Data to process: Begin

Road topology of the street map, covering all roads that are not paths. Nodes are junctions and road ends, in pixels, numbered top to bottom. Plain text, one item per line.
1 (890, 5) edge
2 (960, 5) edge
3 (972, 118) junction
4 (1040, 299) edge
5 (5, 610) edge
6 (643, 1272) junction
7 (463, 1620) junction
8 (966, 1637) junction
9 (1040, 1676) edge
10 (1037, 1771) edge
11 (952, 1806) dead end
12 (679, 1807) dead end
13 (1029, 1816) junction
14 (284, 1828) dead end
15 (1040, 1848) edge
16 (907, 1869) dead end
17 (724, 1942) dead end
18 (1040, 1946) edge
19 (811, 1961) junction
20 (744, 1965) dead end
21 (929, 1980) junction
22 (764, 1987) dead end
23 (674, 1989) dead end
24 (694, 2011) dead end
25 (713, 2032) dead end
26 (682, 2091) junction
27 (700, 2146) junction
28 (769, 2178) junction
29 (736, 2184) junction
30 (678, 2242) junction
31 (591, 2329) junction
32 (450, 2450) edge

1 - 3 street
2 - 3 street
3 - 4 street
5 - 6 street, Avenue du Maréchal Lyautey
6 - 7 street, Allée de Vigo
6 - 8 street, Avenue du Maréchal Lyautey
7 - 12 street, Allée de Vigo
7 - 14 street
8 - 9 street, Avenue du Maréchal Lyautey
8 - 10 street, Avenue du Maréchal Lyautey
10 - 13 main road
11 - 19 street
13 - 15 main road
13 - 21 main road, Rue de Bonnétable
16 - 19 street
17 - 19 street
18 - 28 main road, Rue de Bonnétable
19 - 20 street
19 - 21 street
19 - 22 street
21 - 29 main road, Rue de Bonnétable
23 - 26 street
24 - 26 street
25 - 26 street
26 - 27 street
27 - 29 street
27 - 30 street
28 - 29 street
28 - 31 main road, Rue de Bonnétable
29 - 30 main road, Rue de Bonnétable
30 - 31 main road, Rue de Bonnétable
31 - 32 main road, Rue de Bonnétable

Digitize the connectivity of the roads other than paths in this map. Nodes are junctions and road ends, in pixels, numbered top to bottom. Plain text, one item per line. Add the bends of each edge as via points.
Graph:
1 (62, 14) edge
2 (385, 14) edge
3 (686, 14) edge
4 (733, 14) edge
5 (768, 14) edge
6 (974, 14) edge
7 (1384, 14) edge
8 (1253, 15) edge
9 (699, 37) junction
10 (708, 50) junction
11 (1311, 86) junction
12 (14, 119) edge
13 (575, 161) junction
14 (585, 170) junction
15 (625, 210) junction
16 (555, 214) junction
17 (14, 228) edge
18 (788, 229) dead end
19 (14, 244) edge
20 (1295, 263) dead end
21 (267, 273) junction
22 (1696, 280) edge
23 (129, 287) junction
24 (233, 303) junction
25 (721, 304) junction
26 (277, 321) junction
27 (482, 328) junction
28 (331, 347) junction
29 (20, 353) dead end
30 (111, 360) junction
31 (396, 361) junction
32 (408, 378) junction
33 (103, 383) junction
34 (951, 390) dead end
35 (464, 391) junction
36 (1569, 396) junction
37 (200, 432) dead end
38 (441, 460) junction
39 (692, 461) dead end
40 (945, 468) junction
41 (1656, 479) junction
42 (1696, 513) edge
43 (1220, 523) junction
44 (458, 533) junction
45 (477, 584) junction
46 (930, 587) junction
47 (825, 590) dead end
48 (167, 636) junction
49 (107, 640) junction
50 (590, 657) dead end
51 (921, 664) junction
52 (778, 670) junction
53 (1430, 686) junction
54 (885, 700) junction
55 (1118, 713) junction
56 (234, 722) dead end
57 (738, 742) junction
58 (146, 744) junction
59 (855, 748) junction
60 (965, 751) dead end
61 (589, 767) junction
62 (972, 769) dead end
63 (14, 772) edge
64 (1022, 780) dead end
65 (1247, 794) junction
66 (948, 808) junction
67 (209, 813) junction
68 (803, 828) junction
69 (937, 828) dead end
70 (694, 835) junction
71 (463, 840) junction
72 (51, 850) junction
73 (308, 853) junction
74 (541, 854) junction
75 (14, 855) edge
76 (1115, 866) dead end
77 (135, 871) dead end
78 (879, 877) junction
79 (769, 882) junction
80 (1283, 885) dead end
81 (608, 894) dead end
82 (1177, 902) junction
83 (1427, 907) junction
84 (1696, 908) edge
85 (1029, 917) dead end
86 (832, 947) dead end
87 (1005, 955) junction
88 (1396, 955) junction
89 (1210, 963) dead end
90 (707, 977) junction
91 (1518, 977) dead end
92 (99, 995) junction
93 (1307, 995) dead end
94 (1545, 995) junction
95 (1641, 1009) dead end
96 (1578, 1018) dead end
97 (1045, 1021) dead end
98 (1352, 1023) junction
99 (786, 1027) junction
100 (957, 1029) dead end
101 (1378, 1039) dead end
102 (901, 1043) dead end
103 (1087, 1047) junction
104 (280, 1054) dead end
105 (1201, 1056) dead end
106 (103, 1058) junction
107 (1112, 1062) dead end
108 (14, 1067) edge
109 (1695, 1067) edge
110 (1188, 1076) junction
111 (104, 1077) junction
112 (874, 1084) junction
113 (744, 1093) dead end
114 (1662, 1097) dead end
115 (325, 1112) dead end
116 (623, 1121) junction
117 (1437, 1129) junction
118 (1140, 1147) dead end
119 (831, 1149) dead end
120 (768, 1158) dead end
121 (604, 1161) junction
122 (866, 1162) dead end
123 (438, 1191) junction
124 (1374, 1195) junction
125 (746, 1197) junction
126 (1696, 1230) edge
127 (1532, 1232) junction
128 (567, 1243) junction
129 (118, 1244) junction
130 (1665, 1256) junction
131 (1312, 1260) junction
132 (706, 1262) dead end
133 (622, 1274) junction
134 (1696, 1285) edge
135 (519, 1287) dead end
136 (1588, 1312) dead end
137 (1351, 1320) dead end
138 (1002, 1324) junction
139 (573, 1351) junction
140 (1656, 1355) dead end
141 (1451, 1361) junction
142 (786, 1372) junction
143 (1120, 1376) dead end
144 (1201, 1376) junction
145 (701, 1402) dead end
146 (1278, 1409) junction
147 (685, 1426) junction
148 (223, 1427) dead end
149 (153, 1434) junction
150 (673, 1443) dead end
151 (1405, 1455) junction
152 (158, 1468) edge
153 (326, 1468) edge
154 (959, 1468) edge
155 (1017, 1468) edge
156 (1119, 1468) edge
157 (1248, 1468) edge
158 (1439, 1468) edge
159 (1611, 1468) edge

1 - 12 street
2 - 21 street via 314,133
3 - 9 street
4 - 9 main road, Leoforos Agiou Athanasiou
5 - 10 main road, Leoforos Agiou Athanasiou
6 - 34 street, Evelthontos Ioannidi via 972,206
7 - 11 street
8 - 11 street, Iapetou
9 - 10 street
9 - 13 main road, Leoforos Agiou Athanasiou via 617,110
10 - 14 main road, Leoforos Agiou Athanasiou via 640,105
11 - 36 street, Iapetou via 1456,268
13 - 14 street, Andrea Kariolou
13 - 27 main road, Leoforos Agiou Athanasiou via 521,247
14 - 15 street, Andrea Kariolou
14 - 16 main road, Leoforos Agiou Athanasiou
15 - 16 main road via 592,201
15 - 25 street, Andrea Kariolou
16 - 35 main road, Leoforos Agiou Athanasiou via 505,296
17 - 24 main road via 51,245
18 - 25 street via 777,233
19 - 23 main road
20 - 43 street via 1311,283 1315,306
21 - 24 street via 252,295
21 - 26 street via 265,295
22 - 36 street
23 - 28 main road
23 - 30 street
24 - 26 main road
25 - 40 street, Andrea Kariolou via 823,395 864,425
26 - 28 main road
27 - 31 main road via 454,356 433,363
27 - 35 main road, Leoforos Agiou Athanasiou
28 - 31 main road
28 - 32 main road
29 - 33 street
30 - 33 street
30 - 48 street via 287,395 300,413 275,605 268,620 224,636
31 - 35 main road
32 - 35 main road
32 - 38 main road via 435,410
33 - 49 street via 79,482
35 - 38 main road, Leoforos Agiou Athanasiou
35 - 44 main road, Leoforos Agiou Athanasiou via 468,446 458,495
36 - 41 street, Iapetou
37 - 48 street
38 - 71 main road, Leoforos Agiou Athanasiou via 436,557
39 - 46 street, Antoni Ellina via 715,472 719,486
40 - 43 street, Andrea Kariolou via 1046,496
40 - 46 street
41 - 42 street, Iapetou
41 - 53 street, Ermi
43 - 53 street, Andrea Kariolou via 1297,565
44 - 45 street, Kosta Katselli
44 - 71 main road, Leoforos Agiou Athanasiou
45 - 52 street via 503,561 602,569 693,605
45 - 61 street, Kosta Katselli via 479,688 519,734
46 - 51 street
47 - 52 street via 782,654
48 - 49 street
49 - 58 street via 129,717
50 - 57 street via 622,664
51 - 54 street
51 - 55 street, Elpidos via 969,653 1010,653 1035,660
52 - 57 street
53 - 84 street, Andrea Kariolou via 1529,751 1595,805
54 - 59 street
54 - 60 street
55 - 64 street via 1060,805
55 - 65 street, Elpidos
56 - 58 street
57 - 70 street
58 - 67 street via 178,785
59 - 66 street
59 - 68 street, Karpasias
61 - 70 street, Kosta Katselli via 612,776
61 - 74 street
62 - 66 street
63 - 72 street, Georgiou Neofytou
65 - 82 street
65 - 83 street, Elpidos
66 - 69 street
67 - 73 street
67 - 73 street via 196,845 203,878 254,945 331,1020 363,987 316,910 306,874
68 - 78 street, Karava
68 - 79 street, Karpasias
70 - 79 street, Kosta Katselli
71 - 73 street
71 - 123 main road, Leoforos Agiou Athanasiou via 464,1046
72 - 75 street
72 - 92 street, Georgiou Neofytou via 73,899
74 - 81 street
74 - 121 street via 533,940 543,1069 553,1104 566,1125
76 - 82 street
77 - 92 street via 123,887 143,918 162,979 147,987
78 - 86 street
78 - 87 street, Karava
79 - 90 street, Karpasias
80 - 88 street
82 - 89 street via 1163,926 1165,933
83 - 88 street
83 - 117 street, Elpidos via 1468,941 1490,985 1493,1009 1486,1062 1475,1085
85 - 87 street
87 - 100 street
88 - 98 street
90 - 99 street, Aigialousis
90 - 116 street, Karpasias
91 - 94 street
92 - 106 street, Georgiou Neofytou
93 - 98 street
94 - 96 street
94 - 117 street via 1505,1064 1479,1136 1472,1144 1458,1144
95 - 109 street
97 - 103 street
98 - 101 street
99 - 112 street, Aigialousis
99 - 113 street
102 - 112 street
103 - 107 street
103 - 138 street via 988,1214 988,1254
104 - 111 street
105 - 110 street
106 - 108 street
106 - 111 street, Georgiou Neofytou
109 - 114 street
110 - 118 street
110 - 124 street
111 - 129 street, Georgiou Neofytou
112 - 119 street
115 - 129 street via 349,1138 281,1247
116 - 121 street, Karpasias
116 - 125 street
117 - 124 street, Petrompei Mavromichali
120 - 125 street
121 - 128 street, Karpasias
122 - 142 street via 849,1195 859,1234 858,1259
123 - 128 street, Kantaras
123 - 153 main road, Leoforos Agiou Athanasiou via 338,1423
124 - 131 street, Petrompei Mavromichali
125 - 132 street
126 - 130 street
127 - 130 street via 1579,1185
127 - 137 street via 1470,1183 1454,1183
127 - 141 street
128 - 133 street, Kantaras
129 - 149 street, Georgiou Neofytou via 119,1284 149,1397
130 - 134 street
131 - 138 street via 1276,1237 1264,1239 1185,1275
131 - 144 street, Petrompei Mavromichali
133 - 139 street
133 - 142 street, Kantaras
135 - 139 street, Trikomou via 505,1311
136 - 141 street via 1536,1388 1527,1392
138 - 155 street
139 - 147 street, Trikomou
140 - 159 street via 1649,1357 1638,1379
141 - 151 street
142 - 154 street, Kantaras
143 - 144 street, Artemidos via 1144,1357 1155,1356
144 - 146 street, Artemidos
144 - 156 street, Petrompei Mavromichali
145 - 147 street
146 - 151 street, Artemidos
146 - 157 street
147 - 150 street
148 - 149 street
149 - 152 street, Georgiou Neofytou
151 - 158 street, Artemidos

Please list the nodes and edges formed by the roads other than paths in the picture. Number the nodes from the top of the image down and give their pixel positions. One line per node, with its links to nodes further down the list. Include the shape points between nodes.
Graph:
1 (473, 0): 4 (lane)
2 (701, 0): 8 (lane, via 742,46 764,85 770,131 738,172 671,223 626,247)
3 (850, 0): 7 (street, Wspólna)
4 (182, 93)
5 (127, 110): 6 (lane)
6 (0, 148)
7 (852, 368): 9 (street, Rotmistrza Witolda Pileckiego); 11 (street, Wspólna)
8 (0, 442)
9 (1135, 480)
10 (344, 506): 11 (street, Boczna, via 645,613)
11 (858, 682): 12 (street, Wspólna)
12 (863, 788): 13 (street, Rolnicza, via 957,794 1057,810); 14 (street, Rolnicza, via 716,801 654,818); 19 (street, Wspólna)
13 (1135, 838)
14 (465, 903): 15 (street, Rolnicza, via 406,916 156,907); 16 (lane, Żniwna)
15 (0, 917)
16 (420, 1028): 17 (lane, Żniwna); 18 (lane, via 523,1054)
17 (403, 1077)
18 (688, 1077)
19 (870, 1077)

Data to process: End

Assignment:
Search the data above for lines holding "lane" and copy each of them.

Response to the task:
1 (473, 0): 4 (lane)
2 (701, 0): 8 (lane, via 742,46 764,85 770,131 738,172 671,223 626,247)
5 (127, 110): 6 (lane)
14 (465, 903): 15 (street, Rolnicza, via 406,916 156,907); 16 (lane, Żniwna)
16 (420, 1028): 17 (lane, Żniwna); 18 (lane, via 523,1054)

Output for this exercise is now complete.